Supercharge your email notifications from Twitter

Twitter’s email notifications center has over 20 different email settings you can toggle on and off, and many of these settings have additional controls beyond the on/off switch. By customizing these settings, you can create a system of alerts in your inbox. What’s the perfect recipe of Twitter email notification? Here’s one method.

You can receive email from Twitter each time someone interacts with you or your content. Here is the complete list:

• When your tweets are marked as favorites
• Tweets you’re mentioned in are marked as favorites
• Your tweets are retweeted
• Tweets you’re mentioned in are retweeted
• Your tweets get a reply
• You’re mentioned in a tweet
• New followers
• New direct messages
• Someone shares a tweet with you
• Someone from your address book joins Twitter
 
 Which of these notifications do you really need?

As a beginner, I had all of them, and that quickly grew into a hairy email monster that consumed a lot of my time. I found it best to pick and choose.

The screenshot above shows how you can change your settings so that you only receive email when the following occurs:
1. Tweets are retweeted by folks Twitter thinks you’d be interested in
2. Tweets get a reply or you're mentioned directly, by anyone
3. You're sent a direct message
4. Anyone from your address book joins Twitter

How can you manage all this new email in your inbox?
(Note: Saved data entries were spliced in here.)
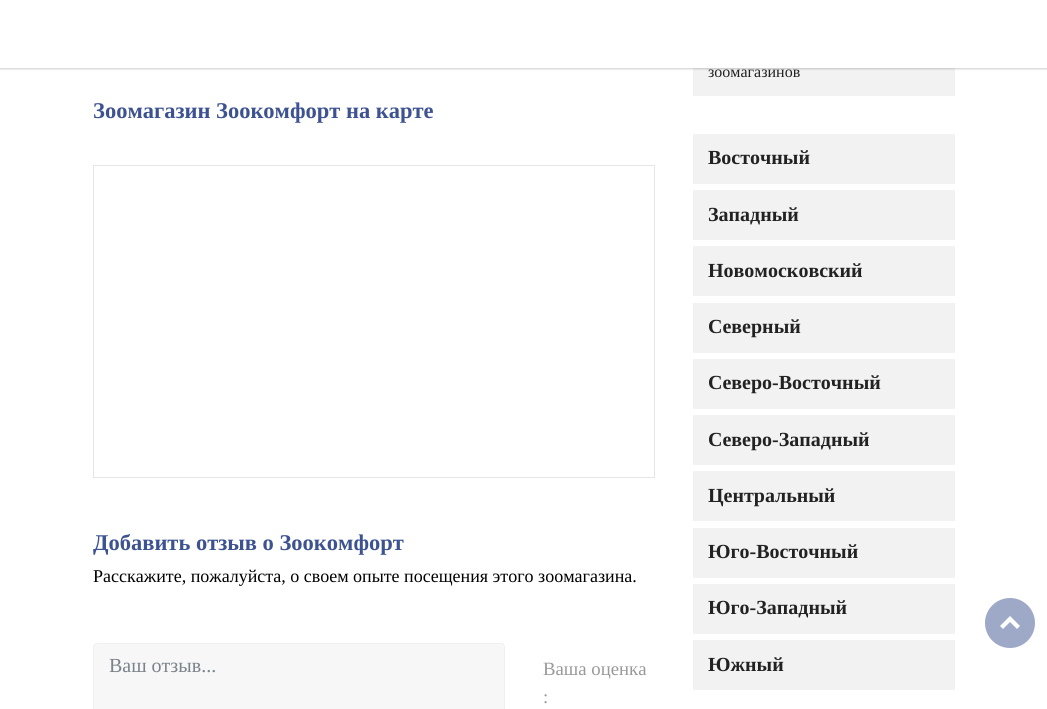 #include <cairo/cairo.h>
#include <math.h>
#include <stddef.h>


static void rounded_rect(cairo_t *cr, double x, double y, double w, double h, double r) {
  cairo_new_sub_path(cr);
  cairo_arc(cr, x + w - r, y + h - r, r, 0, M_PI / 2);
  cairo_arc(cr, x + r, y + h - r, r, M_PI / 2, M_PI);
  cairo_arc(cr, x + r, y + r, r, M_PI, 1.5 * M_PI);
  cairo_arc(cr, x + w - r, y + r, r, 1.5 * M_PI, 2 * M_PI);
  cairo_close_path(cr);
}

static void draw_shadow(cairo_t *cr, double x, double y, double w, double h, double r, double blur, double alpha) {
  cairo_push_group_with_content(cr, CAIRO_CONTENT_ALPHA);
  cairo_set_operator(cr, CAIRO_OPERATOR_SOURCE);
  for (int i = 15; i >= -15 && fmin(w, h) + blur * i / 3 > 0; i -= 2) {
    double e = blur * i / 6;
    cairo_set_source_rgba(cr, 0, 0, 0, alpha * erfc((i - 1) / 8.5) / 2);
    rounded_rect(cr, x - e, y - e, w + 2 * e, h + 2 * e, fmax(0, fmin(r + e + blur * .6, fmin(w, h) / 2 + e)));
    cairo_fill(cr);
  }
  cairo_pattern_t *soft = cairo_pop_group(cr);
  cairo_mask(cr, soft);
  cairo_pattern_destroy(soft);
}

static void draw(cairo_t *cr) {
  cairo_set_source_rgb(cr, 1, 1, 1);
  cairo_paint(cr);
  cairo_set_source_rgb(cr, 242 / 255.0, 242 / 255.0, 242 / 255.0);
  cairo_rectangle(cr, 693, 68, 262, 28);
  cairo_fill(cr);
  cairo_set_source_rgb(cr, 0, 0, 0);
  draw_shadow(cr, 0, -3, 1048, 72, 0, 1, 0.2);
  cairo_set_source_rgb(cr, 1, 1, 1);
  cairo_rectangle(cr, 0, 0, 1047, 68);
  cairo_fill(cr);
  cairo_rectangle(cr, 93.5, 165.5, 561, 312);
  cairo_set_source_rgb(cr, 230 / 255.0, 230 / 255.0, 230 / 255.0);
  cairo_set_line_width(cr, 1);
  cairo_stroke(cr);
  cairo_set_source_rgb(cr, 247 / 255.0, 247 / 255.0, 247 / 255.0);
  rounded_rect(cr, 94, 644, 410, 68, 2.5);
  cairo_fill(cr);
  rounded_rect(cr, 93.5, 643.5, 411, 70, 3.5);
  cairo_set_source_rgb(cr, 240 / 255.0, 240 / 255.0, 240 / 255.0);
  cairo_stroke(cr);
  cairo_set_source_rgb(cr, 242 / 255.0, 242 / 255.0, 242 / 255.0);
  cairo_rectangle(cr, 693, 134, 262, 50);
  cairo_fill(cr);
  cairo_rectangle(cr, 693, 190, 262, 50);
  cairo_fill(cr);
  cairo_rectangle(cr, 693, 246, 262, 50);
  cairo_fill(cr);
  cairo_rectangle(cr, 693, 303, 262, 50);
  cairo_fill(cr);
  cairo_rectangle(cr, 693, 359, 262, 50);
  cairo_fill(cr);
  cairo_rectangle(cr, 693, 415, 262, 50);
  cairo_fill(cr);
  cairo_rectangle(cr, 693, 471, 262, 50);
  cairo_fill(cr);
  cairo_rectangle(cr, 693, 528, 262, 50);
  cairo_fill(cr);
  cairo_rectangle(cr, 693, 584, 262, 50);
  cairo_fill(cr);
  cairo_rectangle(cr, 693, 640, 262, 50);
  cairo_fill(cr);
  cairo_set_source_rgb(cr, 158 / 255.0, 169 / 255.0, 200 / 255.0);
  cairo_arc(cr, 1010, 623, 25, 0, 2 * M_PI);
  cairo_fill(cr);
  cairo_set_source_rgb(cr, 1, 1, 1);
  cairo_new_path(cr);
  cairo_move_to(cr, 1010, 616);
  cairo_line_to(cr, 1020, 626);
  cairo_line_to(cr, 1017, 629);
  cairo_line_to(cr, 1010, 622);
  cairo_line_to(cr, 1003, 629);
  cairo_line_to(cr, 1000, 626);
  cairo_close_path(cr);
  cairo_fill(cr);
  cairo_select_font_face(cr, "Liberation Serif", CAIRO_FONT_SLANT_NORMAL, CAIRO_FONT_WEIGHT_BOLD);
  cairo_set_font_size(cr, 22.5);
  cairo_set_source_rgb(cr, 60 / 255.0, 82 / 255.0, 145 / 255.0);
  cairo_move_to(cr, 93, 118);
  cairo_show_text(cr, "Зоомагазин Зоокомфорт на карте");
  cairo_move_to(cr, 93, 550);
  cairo_show_text(cr, "Добавить отзыв о Зоокомфорт");
  cairo_select_font_face(cr, "Liberation Serif", CAIRO_FONT_SLANT_NORMAL, CAIRO_FONT_WEIGHT_NORMAL);
  cairo_set_font_size(cr, 18);
  cairo_set_source_rgb(cr, 0, 0, 0);
  cairo_move_to(cr, 93, 582);
  cairo_show_text(cr, "Расскажите, пожалуйста, о своем опыте посещения этого зоомагазина.");
  cairo_set_font_size(cr, 20);
  cairo_set_source_rgb(cr, 123 / 255.0, 131 / 255.0, 138 / 255.0);
  cairo_move_to(cr, 109, 672);
  cairo_show_text(cr, "Ваш отзыв...");
  cairo_set_font_size(cr, 18.75);
  cairo_set_source_rgb(cr, 153 / 255.0, 153 / 255.0, 153 / 255.0);
  cairo_move_to(cr, 543, 675);
  cairo_show_text(cr, "Ваша оценка");
  cairo_move_to(cr, 543, 703);
  cairo_show_text(cr, ":");
  cairo_set_font_size(cr, 16);
  cairo_set_source_rgb(cr, 34 / 255.0, 34 / 255.0, 34 / 255.0);
  cairo_move_to(cr, 708, 77);
  cairo_show_text(cr, "зоомагазинов");
  cairo_select_font_face(cr, "Liberation Serif", CAIRO_FONT_SLANT_NORMAL, CAIRO_FONT_WEIGHT_BOLD);
  cairo_set_font_size(cr, 20);
  cairo_move_to(cr, 708, 164);
  cairo_show_text(cr, "Восточный");
  cairo_move_to(cr, 708, 221);
  cairo_show_text(cr, "Западный");
  cairo_move_to(cr, 708, 277);
  cairo_show_text(cr, "Новомосковский");
  cairo_move_to(cr, 708, 333);
  cairo_show_text(cr, "Северный");
  cairo_move_to(cr, 708, 389);
  cairo_show_text(cr, "Северо-Восточный");
  cairo_move_to(cr, 708, 446);
  cairo_show_text(cr, "Северо-Западный");
  cairo_move_to(cr, 708, 502);
  cairo_show_text(cr, "Центральный");
  cairo_move_to(cr, 708, 558);
  cairo_show_text(cr, "Юго-Восточный");
  cairo_move_to(cr, 708, 614);
  cairo_show_text(cr, "Юго-Западный");
  cairo_move_to(cr, 708, 671);
  cairo_show_text(cr, "Южный");
}

int main(void) {
  cairo_surface_t *surface = cairo_image_surface_create(CAIRO_FORMAT_RGB24, 1047, 709);
  cairo_t *cr = cairo_create(surface);
  cairo_font_options_t *options = cairo_font_options_create();
  cairo_font_options_set_hint_metrics(options, CAIRO_HINT_METRICS_OFF);
  cairo_font_options_set_hint_style(options, CAIRO_HINT_STYLE_NONE);
  cairo_set_font_options(cr, options);
  cairo_set_miter_limit(cr, 4);
  draw(cr);
  cairo_surface_write_to_png(surface, "out.png");
  cairo_font_options_destroy(options);
  cairo_destroy(cr);
  cairo_surface_destroy(surface);
  return 0;
}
We receive a lot of email at Buffer since we work as a distributed team, and one critical workflow we use daily is Gmail filters. You can set up filters for the most important content you receive from Twitter and let the rest fall into your non-essential inbox or get archived for later viewing. Here’s how to set up a filter for your Twitter emails.
From inside of any Twitter email, click on the More button at the top of the email, and choose “Filter messages like these.”

Gmail will recognize the From: email address as notify@twitter.com. If you want all Twitter notifications to be filtered, you can leave it as is. If you’d prefer to segment your notifications by type, then you can add search parameters into fields like “Has the words,” as I did in the example below:

 

When you’re finished here, click the blue link to “Create filter with this search,” and from the next screen, you tell Gmail what to do with emails like these. I find that applying a label is best so that I can see classifications for email as they come in.
And lastly, I like to add a fun color to make it stand out. The brighter, the better.